老王同志给我的印象,在位时该管的管,不该管的也管。只要是上头要求干的事,他总是要借题发挥。有一次,总部要求生产区不得有娱乐用品,我的工作台上有本文艺杂志被他发现了,他就大会小会反复说:有些同志把文艺杂志公开摆放在工作台上,工作台是干什么用的,那可是摆工具书和工具的地方。也许这个同志会说,我只是放在那里而己,又没有看。我今天告诉你,不行。也许这个同志还要说,我是厂里的报道员,工作之外还要给广播站厂报写些报道稿。我今天告诉你,不行。我是以一个厂长的身份在说不行。

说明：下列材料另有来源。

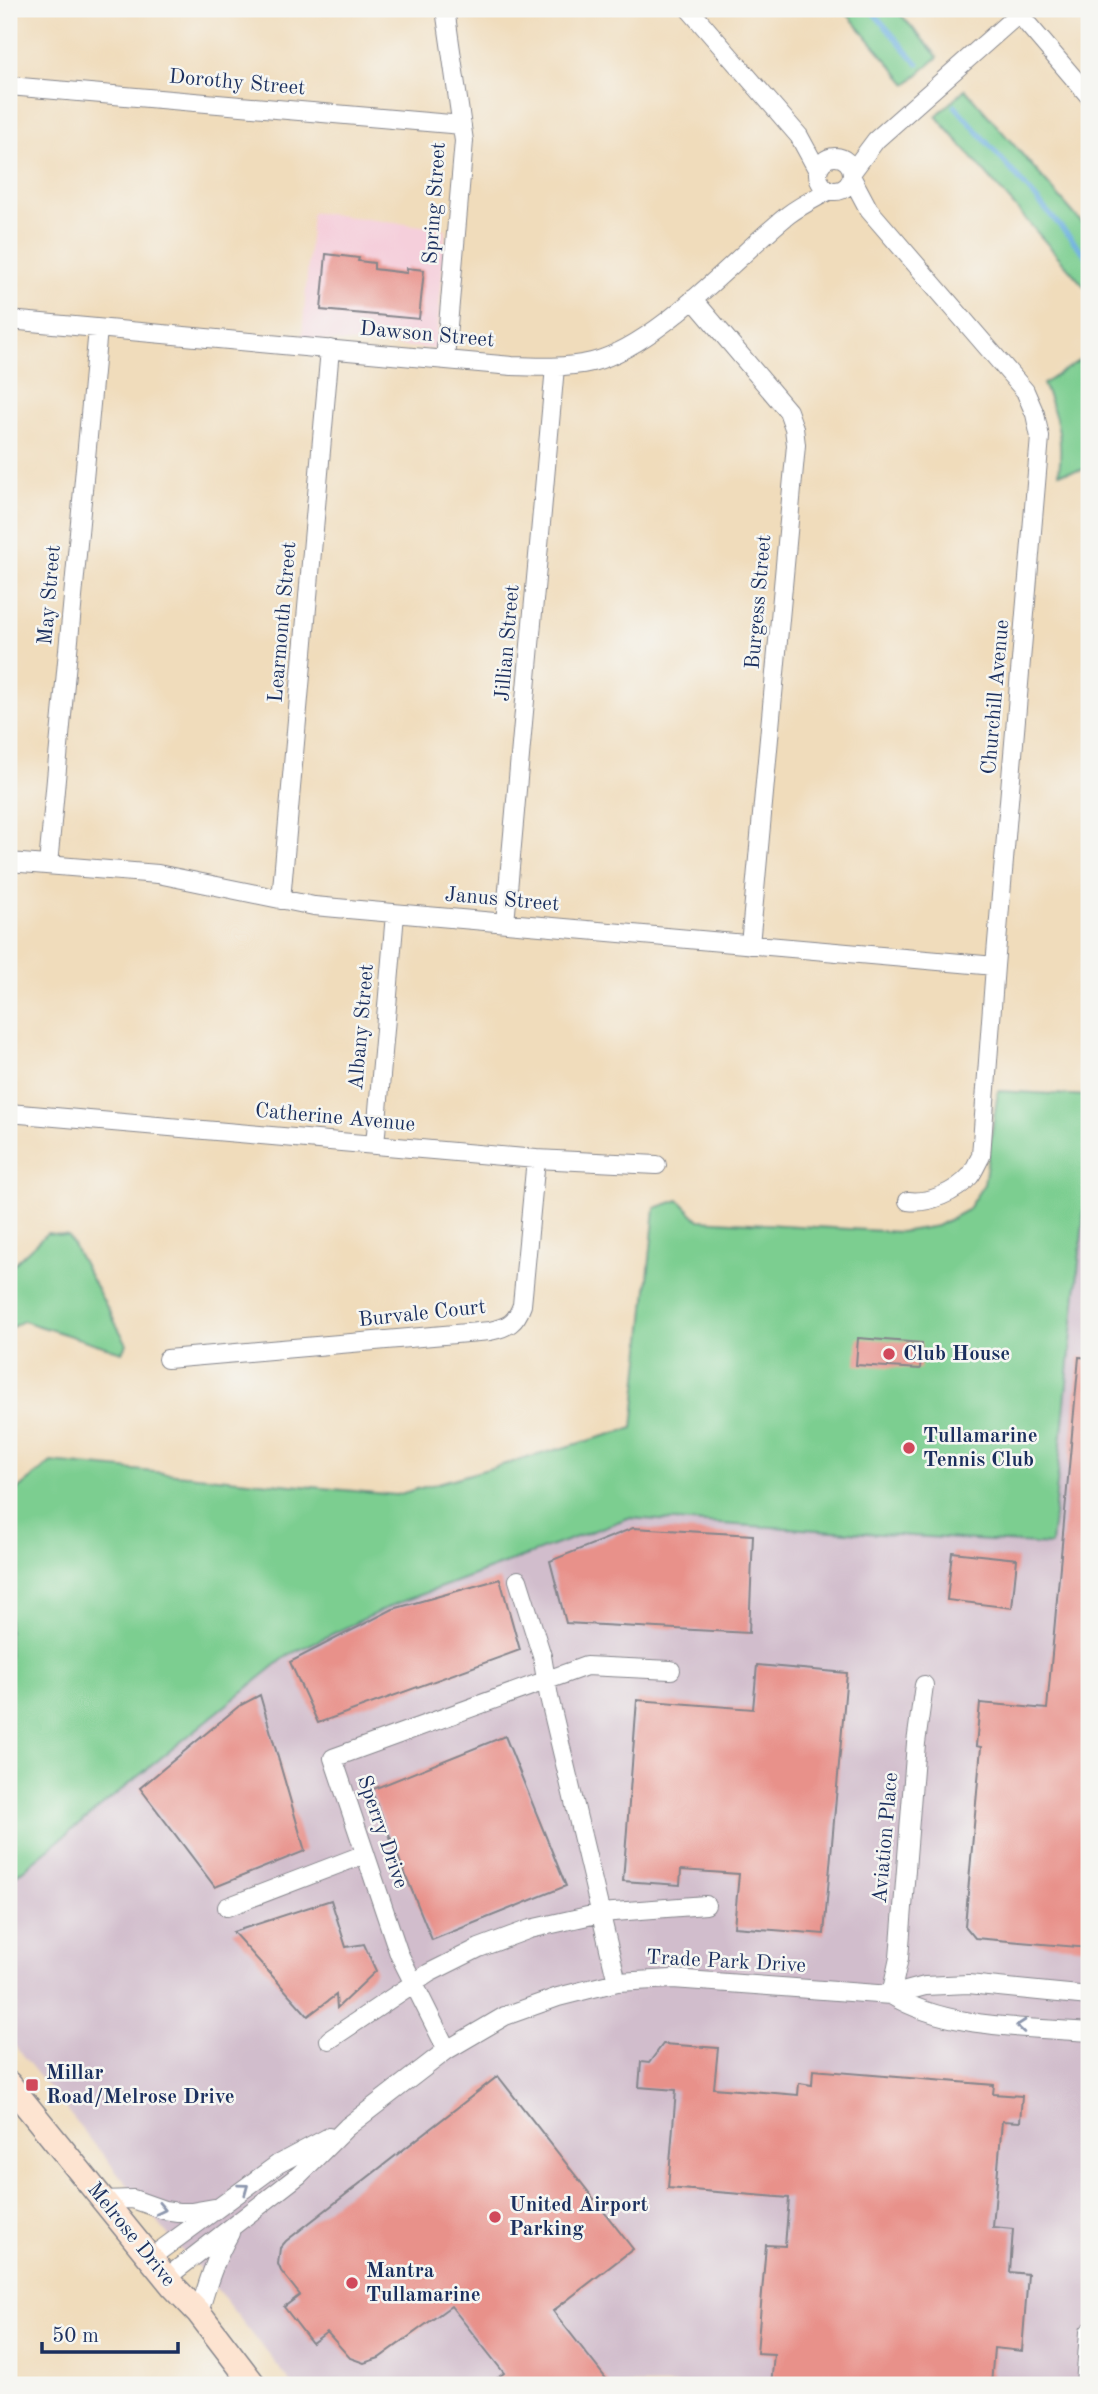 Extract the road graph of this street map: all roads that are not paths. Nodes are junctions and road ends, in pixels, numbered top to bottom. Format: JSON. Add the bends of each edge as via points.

他这么借题发挥,把你要辩解的话也一起说了,说穿了就是不让你说话。这件事,让我很长时间霉头霉脑,直到宣传科要个写报道稿的,说我这个人当工人不行,写报道还行,于是把我调到了宣传科,我脸上才有点云开雾散。这云开雾散还不敢在老王同志面前显现,怕他认出我就是那个把文艺杂志放工作台上的家伙。
我到宣传科后不久,老王同志退二线了。退二线的老王同志,又成了个想让他管点事他却不管的人。他从厂长办公室搬到了我们宣传科隔壁的办公室——老干部办公室。很多退二线的老同志,都不来坐班,他却按点上班按点下班,坐在办公室里书不离手。他还经常找我借书看。我管着宣传科的书柜,里面的书几乎让他读遍了。一天,他正在柜子里翻书,有个老同志对他说,生产上有些乱,您这个老厂长应该把新厂长扶上马、送一程。他却像个笑脸佛,笑对着柜子里的书本说,相信新厂长会干好的。
退居二线两年后,老王同志正式退休了。退休了的老王同志一头扎进了离退休活动中心,成天和一些老头老太太嘻嘻哈哈。大家说什么他都嘻嘻哈哈,别人不嘻嘻哈哈他也嘻嘻哈哈,叫人根本看不出来他曾经是个厂长。最后一次大家涮“模范丈夫”,涮到他的头上,说他年轻时有一次被老婆逼到了床底下,老婆命他出来,他拍着胸脯说,大丈夫说不出来就不出来。大家笑,他也笑,还说笑死他了。笑着笑着,就真的死去了。
就这么个老王同志,我就是有妙笔,也生不出花来,可厂里非要我当回事地写,还要写出点味道来。我就只好坐到电脑前一遍一遍地抓脑壳。抓着,把广播抓响了,广播员的声音传来,老王同志的追悼会由在宾仪馆改为在厂篮球场举行。我就站起来伸伸懒腰,于心里说,那就到追悼会上去找找感觉吧!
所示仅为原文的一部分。